Paterson giving preference to former auxiliary officers, constables for special police jobs | Paterson Times

Paterson giving preference to former auxiliary officers, constables for special police jobs


The city council passed a measure in late July to give hiring preference to former auxiliary police officers and constables for special police officer jobs.

“These employees are experienced and have many years working in the city of Paterson,” said Michael Jackson, 1st Ward councilman, chairman of the public safety committee, during the July 26th, 2016 council meeting.

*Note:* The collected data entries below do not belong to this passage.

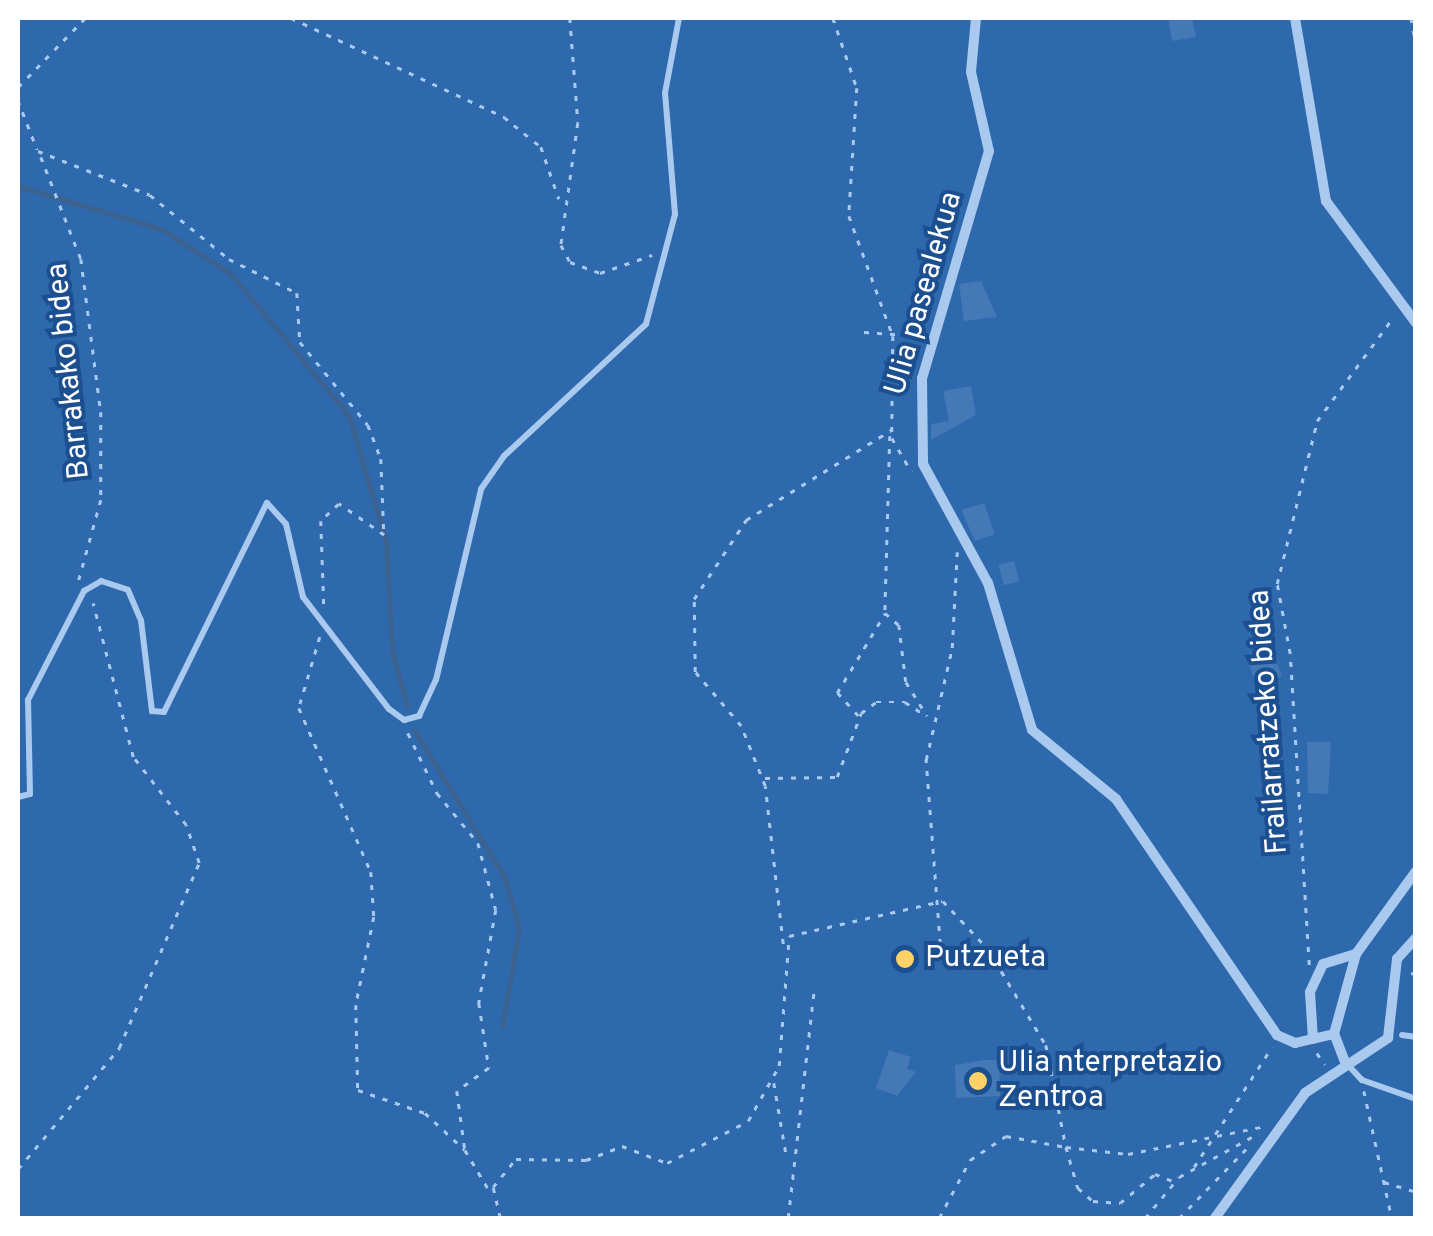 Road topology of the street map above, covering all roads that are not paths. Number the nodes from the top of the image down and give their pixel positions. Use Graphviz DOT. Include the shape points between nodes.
graph roads {
  1 [pos="679,18"];
  2 [pos="976,18"];
  3 [pos="1295,18"];
  4 [pos="1416,322"];
  5 [pos="18,797"];
  6 [pos="1416,871"];
  7 [pos="1416,938"];
  8 [pos="1356,954"];
  9 [pos="1334,1034"];
  10 [pos="1402,1035"];
  11 [pos="1416,1037"];
  12 [pos="1312,1039"];
  13 [pos="1345,1062"];
  14 [pos="1416,1099"];
  15 [pos="1215,1218"];
  1 -- 5 [label="lane" via="665,93 675,214 646,324 495,465 462,538 428,704 404,720 304,597 279,508 256,512 242,562 164,712 152,711 141,620 128,590 100,581 84,591 28,700 30,794"];
  2 -- 12 [label="street, Ulia pasealekua" via="971,72 988,151 933,336 916,424 936,491 988,584 1032,730 1116,798 1256,1010 1295,1043"];
  3 -- 4 [label="street" via="1310,78 1314,168 1399,312"];
  6 -- 8 [label="street"];
  7 -- 13 [label="street" via="1397,959 1388,1038"];
  8 -- 9 [label="street"];
  8 -- 12 [label="street" via="1323,964 1310,992"];
  9 -- 12 [label="street"];
  9 -- 13 [label="street"];
  10 -- 11 [label="lane"];
  13 -- 14 [label="lane" via="1362,1080"];
  13 -- 15 [label="street" via="1274,1125"];
}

The resolution allows constables and Office of Emergency Management (OEM) police volunteers to forgo taking the usual written aptitude exam administered to prospective special police officers through the New Jersey State Association of Chiefs of Police for non-civil position, according to the measure.

Both groups will still have to comply with background checks, pay for medical evaluations, equipment, and undergo service training, according the resolution.

“This gives our own people — constables and former OEM employees — a leg up in the process,” said law director Domenick Stampone.

Kenneth Morris, councilman at-large, sought assurances non-residents will not receive a leg up over city residents. Special police officers are required to be city residents, according to the ordinance that created the small force.

There’s 22 special police officers employed by the city. The city is looking to expand that force, according to officials.

“This gives our Paterson resident constables opportunities,” said Alex Mendez, councilman at-large. However, not everyone fully supported the measure. Council president William McKoy was a bit hesitant with the preferential treatment proposal, but he ended up voting for the measure.

The city disbanded its volunteer auxiliary police force that was run out of the OEM office in 2012 after two of the officers were involved in a deadly car chase that claimed the life of Randolph Waddy IV of Garfield.

The two officers — Jonathan Lopez and Juan Martinez – were tried and sentenced in early 2015. Martinez received an 18-month prison sentence and Lopez was given three-year probation.

Approximately 20 people made up the volunteer auxiliary police force, according to officials.